:: Activity ::
Each line of the records below that holds "Apis" should be copied out.

:: Dataset entries ::
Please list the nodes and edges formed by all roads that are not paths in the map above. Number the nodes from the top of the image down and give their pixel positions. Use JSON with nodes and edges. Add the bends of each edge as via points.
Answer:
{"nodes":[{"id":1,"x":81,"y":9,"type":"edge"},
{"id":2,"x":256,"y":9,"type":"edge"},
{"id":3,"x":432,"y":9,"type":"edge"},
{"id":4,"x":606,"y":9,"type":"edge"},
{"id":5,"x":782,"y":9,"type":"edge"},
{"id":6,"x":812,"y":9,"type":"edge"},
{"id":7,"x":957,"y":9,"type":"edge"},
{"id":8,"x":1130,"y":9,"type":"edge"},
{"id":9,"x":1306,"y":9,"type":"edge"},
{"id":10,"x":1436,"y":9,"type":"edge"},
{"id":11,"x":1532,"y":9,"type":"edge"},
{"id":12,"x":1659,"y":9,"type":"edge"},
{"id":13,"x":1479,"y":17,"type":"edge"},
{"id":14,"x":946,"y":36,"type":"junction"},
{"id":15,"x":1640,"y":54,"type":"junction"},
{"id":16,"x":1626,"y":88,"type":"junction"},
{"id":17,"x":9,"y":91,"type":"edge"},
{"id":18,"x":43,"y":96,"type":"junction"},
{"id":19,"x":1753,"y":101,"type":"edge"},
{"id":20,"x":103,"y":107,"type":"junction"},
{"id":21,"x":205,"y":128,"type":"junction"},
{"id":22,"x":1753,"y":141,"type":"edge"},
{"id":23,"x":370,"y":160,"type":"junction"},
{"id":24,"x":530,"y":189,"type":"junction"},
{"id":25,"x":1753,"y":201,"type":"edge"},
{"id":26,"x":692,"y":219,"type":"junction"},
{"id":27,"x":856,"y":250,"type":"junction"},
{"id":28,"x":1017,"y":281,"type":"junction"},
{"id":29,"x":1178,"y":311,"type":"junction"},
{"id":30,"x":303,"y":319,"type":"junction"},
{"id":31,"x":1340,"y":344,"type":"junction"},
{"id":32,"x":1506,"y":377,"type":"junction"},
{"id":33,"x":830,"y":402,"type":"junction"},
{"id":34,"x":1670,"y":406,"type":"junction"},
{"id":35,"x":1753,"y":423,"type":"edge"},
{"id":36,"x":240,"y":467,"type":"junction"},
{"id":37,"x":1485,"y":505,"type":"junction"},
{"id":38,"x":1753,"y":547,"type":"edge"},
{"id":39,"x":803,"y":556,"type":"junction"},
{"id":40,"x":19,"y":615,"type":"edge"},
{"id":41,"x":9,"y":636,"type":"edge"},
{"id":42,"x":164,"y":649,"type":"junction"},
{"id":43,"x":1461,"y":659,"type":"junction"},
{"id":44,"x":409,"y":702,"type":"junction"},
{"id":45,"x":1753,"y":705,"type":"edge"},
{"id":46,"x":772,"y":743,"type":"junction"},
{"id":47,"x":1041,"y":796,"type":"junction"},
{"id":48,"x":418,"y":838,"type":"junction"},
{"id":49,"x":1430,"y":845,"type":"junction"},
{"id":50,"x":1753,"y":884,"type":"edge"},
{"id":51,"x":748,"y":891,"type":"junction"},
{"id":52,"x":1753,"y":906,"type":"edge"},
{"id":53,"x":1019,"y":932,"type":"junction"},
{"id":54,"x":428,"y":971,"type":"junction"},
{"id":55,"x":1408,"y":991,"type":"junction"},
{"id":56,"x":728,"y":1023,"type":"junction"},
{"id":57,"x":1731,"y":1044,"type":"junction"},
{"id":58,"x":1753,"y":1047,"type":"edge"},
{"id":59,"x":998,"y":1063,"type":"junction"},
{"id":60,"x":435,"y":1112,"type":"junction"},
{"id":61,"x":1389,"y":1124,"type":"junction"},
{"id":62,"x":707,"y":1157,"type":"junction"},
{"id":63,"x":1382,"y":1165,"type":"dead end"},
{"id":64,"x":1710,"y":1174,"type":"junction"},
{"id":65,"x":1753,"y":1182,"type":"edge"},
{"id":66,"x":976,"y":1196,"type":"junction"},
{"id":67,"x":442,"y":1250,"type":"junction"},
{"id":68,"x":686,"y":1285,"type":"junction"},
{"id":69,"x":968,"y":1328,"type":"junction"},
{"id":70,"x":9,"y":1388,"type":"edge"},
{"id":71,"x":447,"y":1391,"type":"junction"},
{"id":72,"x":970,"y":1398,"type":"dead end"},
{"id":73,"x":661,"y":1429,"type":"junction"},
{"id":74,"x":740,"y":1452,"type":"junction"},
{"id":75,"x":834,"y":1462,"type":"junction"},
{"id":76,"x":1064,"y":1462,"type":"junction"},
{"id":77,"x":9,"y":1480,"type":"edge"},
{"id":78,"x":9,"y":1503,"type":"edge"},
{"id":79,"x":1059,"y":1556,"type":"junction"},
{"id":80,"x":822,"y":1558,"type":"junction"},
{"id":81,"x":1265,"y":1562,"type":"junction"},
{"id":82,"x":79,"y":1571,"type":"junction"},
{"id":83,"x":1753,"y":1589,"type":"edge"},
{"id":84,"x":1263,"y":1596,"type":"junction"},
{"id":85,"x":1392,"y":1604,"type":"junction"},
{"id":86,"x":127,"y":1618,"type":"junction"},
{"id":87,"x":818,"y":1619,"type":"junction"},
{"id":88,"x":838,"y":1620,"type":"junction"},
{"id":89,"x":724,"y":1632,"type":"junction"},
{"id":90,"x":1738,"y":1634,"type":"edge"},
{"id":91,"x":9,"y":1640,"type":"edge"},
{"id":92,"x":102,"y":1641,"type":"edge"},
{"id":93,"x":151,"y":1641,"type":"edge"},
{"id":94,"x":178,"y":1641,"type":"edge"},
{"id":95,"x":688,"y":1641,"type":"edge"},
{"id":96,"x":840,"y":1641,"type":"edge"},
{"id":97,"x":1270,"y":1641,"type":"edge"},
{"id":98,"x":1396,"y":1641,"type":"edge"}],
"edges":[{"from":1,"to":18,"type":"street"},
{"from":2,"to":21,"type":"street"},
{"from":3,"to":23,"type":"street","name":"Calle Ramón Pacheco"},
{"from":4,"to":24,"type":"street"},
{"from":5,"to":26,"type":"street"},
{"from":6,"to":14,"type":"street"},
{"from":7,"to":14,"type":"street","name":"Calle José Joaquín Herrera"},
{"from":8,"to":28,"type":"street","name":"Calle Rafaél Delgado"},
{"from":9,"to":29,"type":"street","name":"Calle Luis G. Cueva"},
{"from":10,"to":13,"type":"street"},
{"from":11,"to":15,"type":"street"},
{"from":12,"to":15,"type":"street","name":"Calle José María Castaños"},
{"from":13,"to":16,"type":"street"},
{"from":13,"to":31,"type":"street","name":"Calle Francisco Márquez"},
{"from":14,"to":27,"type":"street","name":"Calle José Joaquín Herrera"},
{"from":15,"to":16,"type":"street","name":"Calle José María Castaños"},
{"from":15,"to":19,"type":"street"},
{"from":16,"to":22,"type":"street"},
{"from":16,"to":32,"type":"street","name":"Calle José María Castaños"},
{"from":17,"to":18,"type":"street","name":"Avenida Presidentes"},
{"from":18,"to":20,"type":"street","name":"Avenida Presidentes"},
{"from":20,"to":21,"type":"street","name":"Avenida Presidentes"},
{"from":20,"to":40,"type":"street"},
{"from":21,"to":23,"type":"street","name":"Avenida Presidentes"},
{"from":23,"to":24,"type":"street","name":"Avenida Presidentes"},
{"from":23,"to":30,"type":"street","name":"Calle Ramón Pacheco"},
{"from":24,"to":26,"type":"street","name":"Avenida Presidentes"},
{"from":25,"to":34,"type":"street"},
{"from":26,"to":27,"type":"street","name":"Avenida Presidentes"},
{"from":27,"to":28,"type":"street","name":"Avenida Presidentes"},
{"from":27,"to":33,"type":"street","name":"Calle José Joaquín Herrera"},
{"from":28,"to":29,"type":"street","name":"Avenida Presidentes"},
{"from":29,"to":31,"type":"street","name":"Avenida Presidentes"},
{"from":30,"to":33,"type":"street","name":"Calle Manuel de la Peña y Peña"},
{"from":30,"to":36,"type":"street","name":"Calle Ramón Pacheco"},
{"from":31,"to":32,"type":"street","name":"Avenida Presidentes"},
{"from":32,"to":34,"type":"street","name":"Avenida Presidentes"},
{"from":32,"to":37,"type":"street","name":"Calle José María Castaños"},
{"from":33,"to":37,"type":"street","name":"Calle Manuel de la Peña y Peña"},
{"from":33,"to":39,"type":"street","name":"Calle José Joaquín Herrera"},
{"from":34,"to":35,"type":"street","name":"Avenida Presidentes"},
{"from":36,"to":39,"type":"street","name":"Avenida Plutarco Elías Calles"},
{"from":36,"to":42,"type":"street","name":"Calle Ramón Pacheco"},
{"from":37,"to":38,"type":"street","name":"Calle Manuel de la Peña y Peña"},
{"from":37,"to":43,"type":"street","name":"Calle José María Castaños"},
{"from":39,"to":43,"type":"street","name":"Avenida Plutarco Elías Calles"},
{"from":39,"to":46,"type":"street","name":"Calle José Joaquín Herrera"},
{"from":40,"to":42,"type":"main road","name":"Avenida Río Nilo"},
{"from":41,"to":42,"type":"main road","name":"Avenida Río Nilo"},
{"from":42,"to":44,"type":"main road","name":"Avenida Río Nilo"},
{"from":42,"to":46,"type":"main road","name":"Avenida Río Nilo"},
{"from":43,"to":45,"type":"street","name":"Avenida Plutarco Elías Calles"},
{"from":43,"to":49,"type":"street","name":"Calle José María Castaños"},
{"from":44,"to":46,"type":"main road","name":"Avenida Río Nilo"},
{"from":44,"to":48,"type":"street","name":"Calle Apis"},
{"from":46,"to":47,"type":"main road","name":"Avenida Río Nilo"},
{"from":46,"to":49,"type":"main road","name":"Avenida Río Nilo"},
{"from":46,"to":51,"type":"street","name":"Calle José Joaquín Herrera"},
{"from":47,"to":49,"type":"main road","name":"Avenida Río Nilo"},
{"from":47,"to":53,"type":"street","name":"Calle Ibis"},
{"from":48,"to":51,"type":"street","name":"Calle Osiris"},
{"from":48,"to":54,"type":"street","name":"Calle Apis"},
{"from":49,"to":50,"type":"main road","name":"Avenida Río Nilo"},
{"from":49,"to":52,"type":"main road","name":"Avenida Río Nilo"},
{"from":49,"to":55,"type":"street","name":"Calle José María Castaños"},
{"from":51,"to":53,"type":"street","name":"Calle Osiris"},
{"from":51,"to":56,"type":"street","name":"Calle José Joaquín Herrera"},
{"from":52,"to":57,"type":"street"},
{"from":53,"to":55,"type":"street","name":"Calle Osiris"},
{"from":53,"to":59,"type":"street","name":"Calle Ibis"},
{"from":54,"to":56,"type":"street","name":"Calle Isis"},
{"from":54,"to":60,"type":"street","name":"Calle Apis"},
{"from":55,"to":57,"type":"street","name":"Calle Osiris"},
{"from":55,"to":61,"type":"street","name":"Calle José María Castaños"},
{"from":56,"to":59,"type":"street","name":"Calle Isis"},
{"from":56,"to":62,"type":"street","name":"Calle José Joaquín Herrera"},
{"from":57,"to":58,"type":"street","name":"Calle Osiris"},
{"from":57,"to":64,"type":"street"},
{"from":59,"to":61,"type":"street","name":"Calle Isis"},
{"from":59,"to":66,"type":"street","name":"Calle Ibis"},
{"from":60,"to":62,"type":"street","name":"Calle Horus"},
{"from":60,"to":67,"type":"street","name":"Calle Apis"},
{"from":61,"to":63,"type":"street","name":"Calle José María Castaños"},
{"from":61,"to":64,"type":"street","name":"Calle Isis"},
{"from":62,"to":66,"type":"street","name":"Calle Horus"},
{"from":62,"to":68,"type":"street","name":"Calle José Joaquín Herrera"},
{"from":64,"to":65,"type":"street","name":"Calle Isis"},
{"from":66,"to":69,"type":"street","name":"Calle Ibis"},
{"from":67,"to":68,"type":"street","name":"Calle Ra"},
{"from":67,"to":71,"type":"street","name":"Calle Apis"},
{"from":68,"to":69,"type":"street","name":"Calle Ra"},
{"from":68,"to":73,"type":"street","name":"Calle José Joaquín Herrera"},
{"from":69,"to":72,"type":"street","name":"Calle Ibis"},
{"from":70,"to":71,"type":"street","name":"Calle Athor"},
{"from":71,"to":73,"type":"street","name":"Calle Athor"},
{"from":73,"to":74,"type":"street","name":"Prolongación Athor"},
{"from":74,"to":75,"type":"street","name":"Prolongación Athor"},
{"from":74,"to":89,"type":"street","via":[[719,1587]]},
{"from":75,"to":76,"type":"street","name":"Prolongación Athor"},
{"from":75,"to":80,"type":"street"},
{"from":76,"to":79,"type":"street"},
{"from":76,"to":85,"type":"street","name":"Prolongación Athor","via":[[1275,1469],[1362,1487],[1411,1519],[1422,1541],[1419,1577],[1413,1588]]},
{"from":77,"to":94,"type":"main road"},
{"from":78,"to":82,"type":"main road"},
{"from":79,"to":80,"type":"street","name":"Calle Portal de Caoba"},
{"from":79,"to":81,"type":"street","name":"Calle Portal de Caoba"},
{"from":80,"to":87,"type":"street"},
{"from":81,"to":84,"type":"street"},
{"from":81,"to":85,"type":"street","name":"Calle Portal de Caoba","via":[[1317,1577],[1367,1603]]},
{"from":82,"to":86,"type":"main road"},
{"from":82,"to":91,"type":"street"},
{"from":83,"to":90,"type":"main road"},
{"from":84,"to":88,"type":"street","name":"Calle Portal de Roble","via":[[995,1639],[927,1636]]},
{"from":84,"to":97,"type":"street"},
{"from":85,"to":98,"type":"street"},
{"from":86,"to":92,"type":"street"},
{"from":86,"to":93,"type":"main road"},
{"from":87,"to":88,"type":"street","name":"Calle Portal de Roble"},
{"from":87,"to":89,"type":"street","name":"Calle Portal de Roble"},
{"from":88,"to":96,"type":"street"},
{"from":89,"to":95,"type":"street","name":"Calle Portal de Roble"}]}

:: Problem solution ::
{"from":44,"to":48,"type":"street","name":"Calle Apis"},
{"from":48,"to":54,"type":"street","name":"Calle Apis"},
{"from":54,"to":60,"type":"street","name":"Calle Apis"},
{"from":60,"to":67,"type":"street","name":"Calle Apis"},
{"from":67,"to":71,"type":"street","name":"Calle Apis"},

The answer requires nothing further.